Figure 5: Sahaquine-mediated HDAC6 inhibition results in selective α-tubulin hyperacetylation at nanomolar concentrations.

a Representative fluorescence micrographs of GBM α-tubulin acetylation (green) at lysine 40 in response to sahaquine (Sq, 100 nM, n = 121 cells), SAHA (100 nM, n = 54 cells) or primaquine (PQ, 10 µM, n = 30 cells) treatment for 24 h. b Representative fluorescence micrographs of GBM histone H3 acetylation (red) at lysine 9/lysine 14 in response to sahaquine (Sq, 100 nM, n = 120 cells), SAHA (100 nM, n = 90 cells) or primaquine (PQ, 10 µM, n = 83 cells) for 24 h. Nuclei (blue) were labeled with Hoechst 33342. Cells were imaged using a fluorescence microscope and fluorescence was analyzed in ImageJ. Shown are averages of fluorescence per cell (SD) normalized to the untreated controls (set to 1) from at least three independent experiments (***p < 0.001, Welch’s ANOVA with Games–Howell post hoc test). c Acetylated α-tubulin (n = 3) and d HDAC6 protein abundance (n = 4) in GBM cells treated with temozolomide (TMZ, 100 µM), sahaquine (Sq, 10 µM) or quercetin (Q, 100 µM) alone or in combination for 24 h, measured by Western blotting. Acetylated α-tubulin and HDAC6 were normalized to total α-tubulin and actin, respectively. Each point represents a value normalized to the untreated control (set to 1).
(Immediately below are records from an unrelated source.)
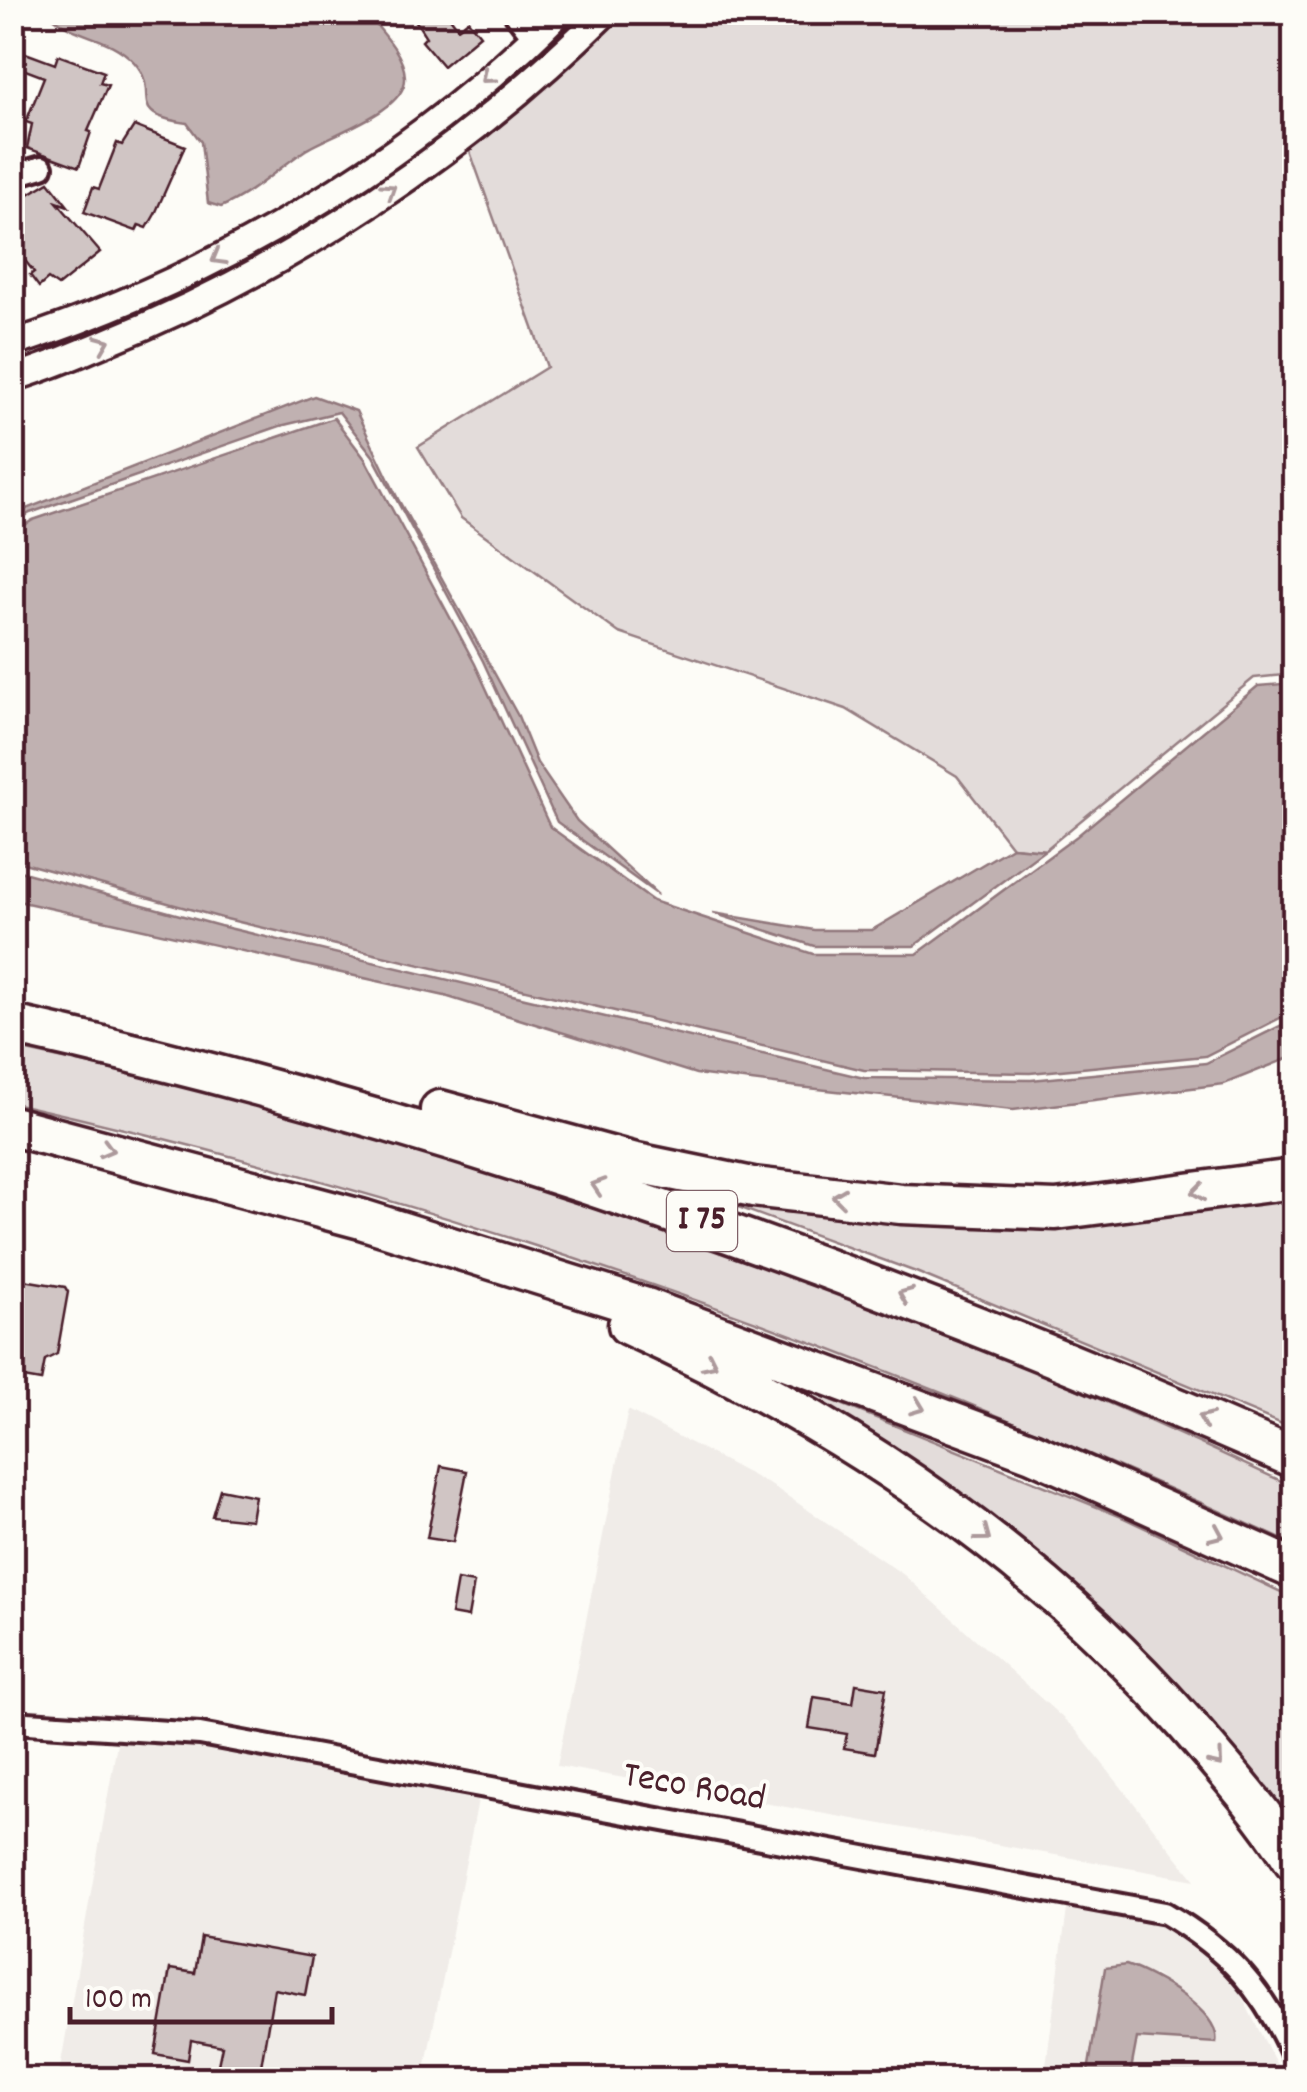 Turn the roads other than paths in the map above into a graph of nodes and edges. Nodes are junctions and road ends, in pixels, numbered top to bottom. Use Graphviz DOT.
graph roads {
  1 [pos="514,12"];
  2 [pos="560,12"];
  3 [pos="606,12"];
  4 [pos="534,38"];
  5 [pos="42,167"];
  6 [pos="12,176"];
  7 [pos="12,344"];
  8 [pos="12,378"];
  9 [pos="12,1025"];
  10 [pos="90,1042"];
  11 [pos="12,1126"];
  12 [pos="1294,1179"];
  13 [pos="462,1249"];
  14 [pos="1294,1458"];
  15 [pos="1294,1569"];
  16 [pos="12,1722"];
  17 [pos="1294,1861"];
  18 [pos="1294,2058"];
  1 -- 4 [label="street"];
  2 -- 4 [label="street"];
  8 -- 3 [label="street, one-way"];
  4 -- 7 [label="street, one-way"];
  5 -- 6 [label="street"];
  9 -- 10 [label="highway, I 75"];
  12 -- 10 [label="highway, one-way"];
  14 -- 10 [label="highway, I 75, one-way"];
  11 -- 13 [label="highway, one-way"];
  13 -- 15 [label="highway, one-way"];
  13 -- 17 [label="highway, one-way"];
  16 -- 18 [label="street, Teco Road"];
} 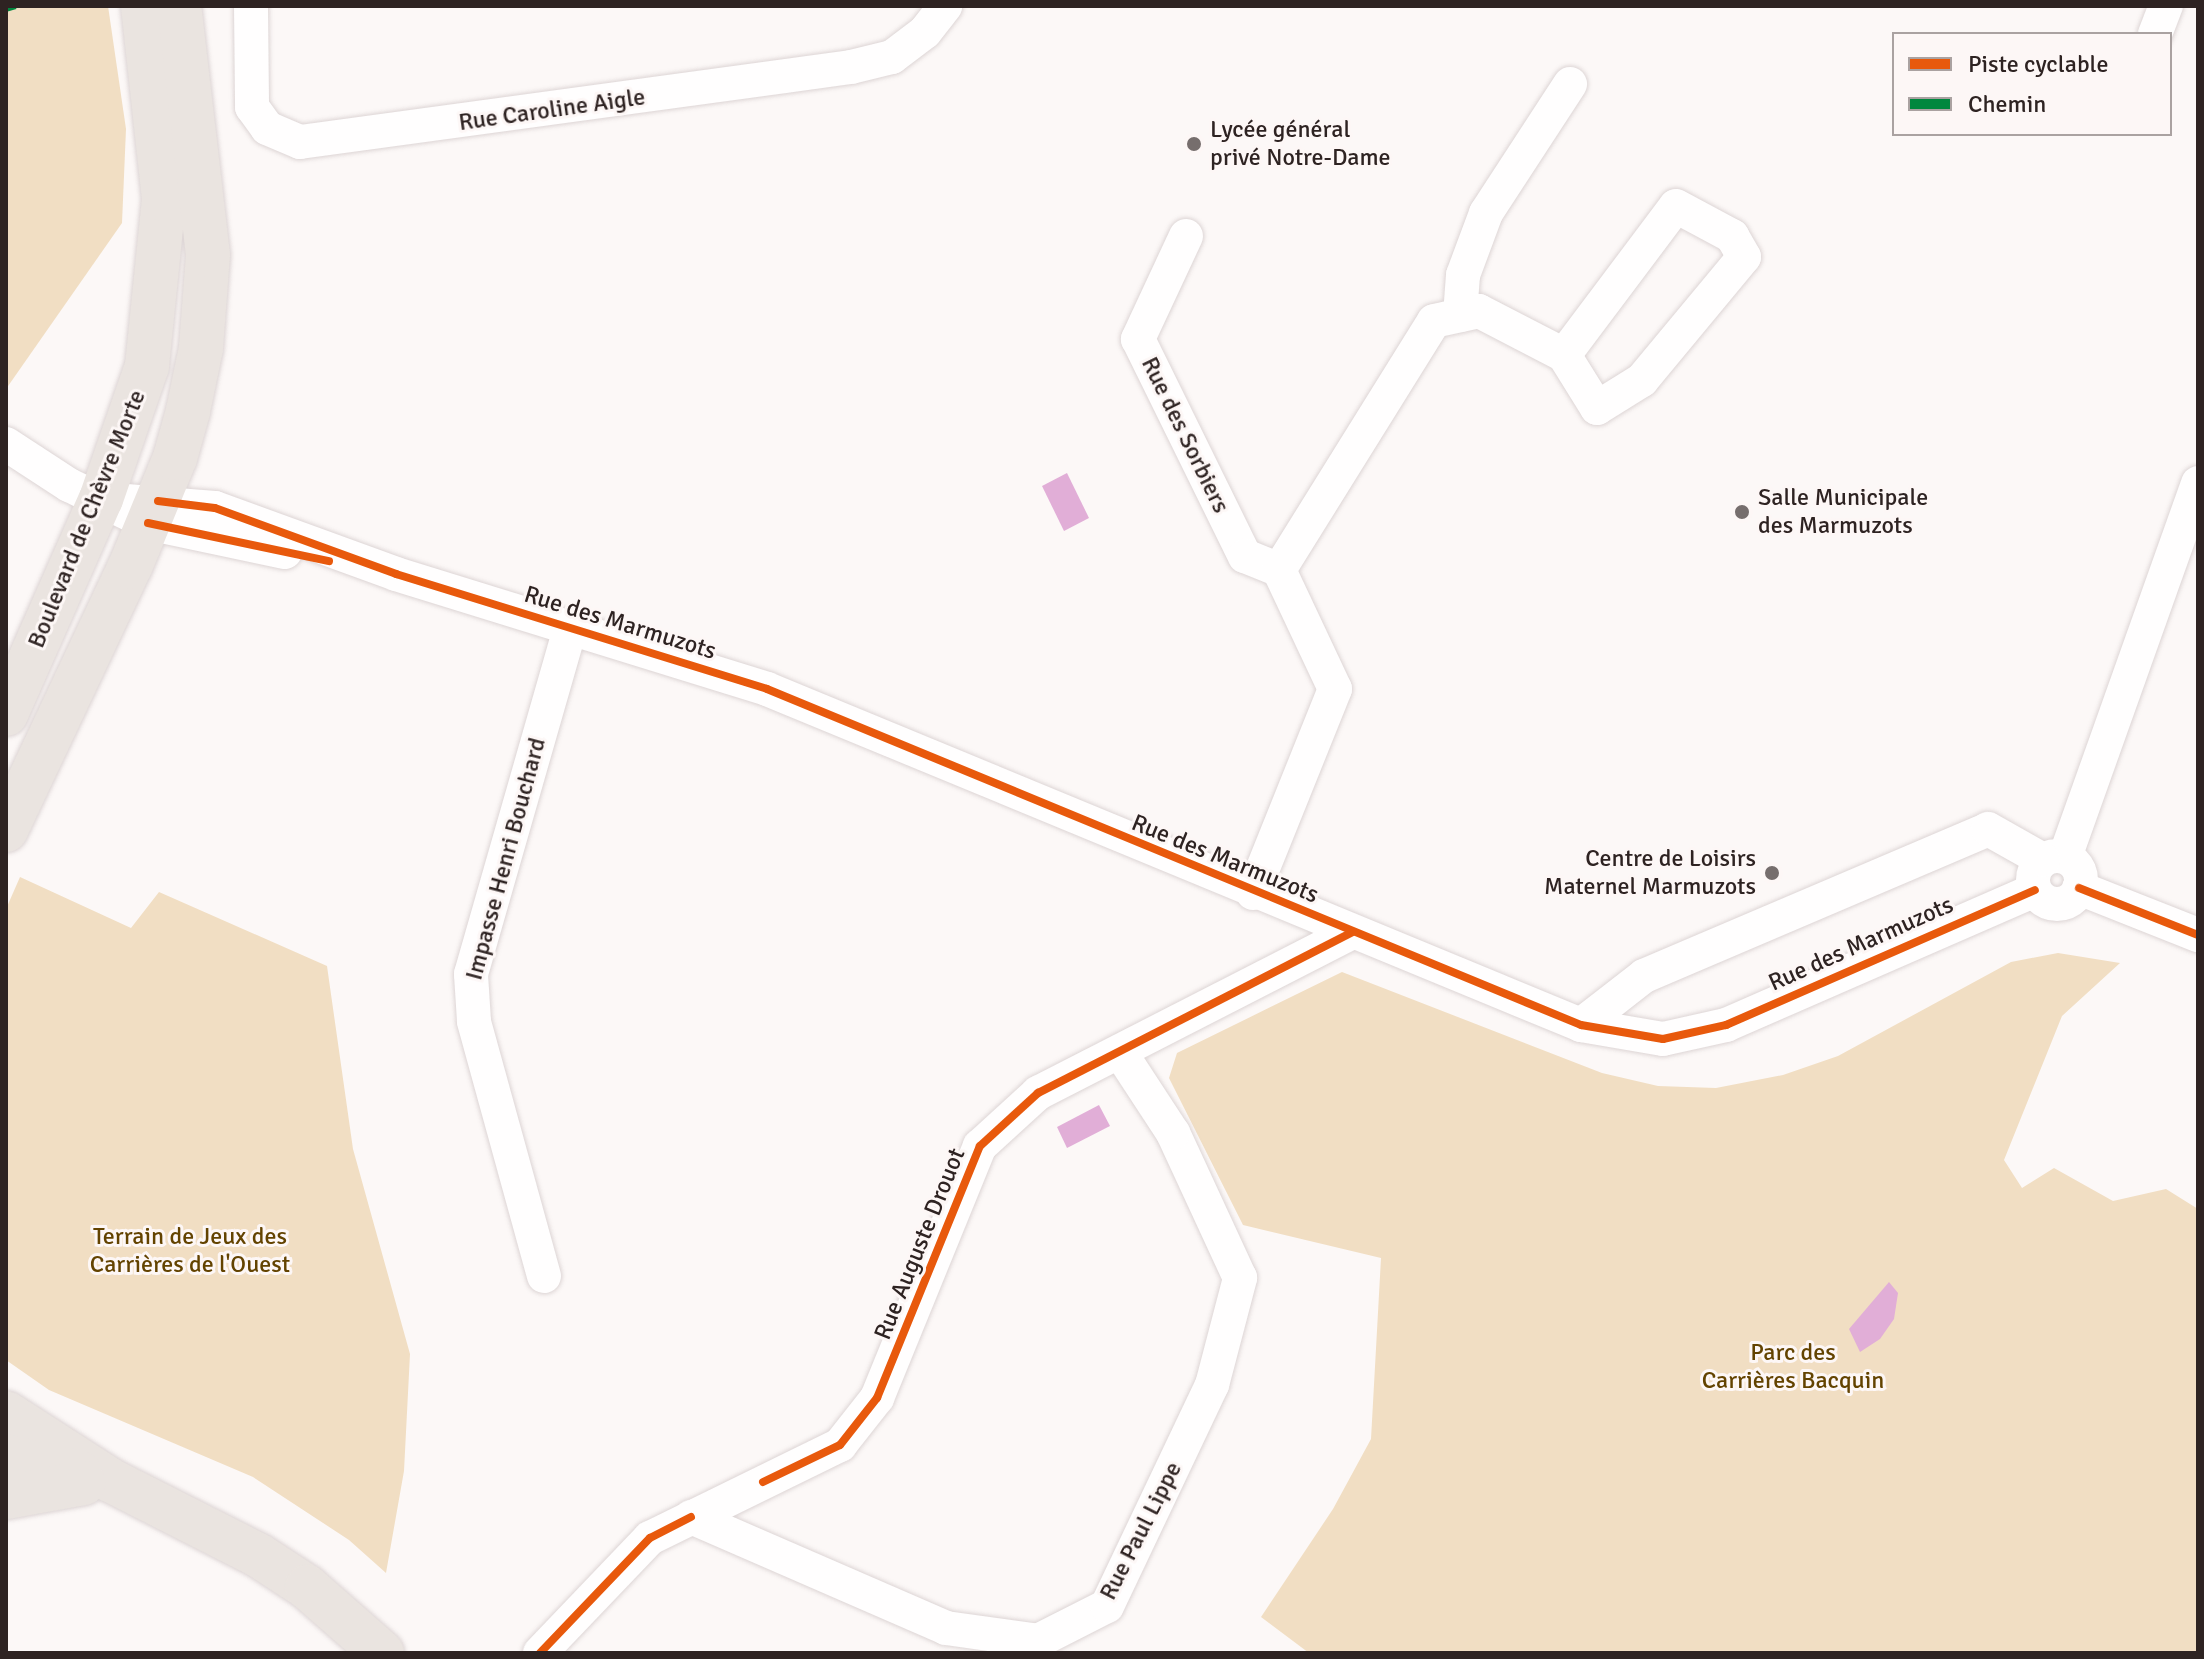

Horizontal bars represent the mean from at least three independent experiments. e Representative fluorescence micrographs of GBM α-tubulin acetylation (green) at lysine 40 in response to temozolomide (TMZ, 100 µM, n = 76 cells), sahaquine (Sq, 10 µM, n = 56 cells), quercetin (Q, 100 µM, n = 32 cells) or SAHA (10 µM, n = 36 cells) alone or in combination for 24 h. Nuclei (blue) were labeled with Hoechst 33342. f Shown are averages (SD) of fluorescence per cell normalized to the untreated control (set to 1, n = 197 cells) from at least three independent experiments (***p < 0.001, Welch’s ANOVA with Games–Howell post hoc test)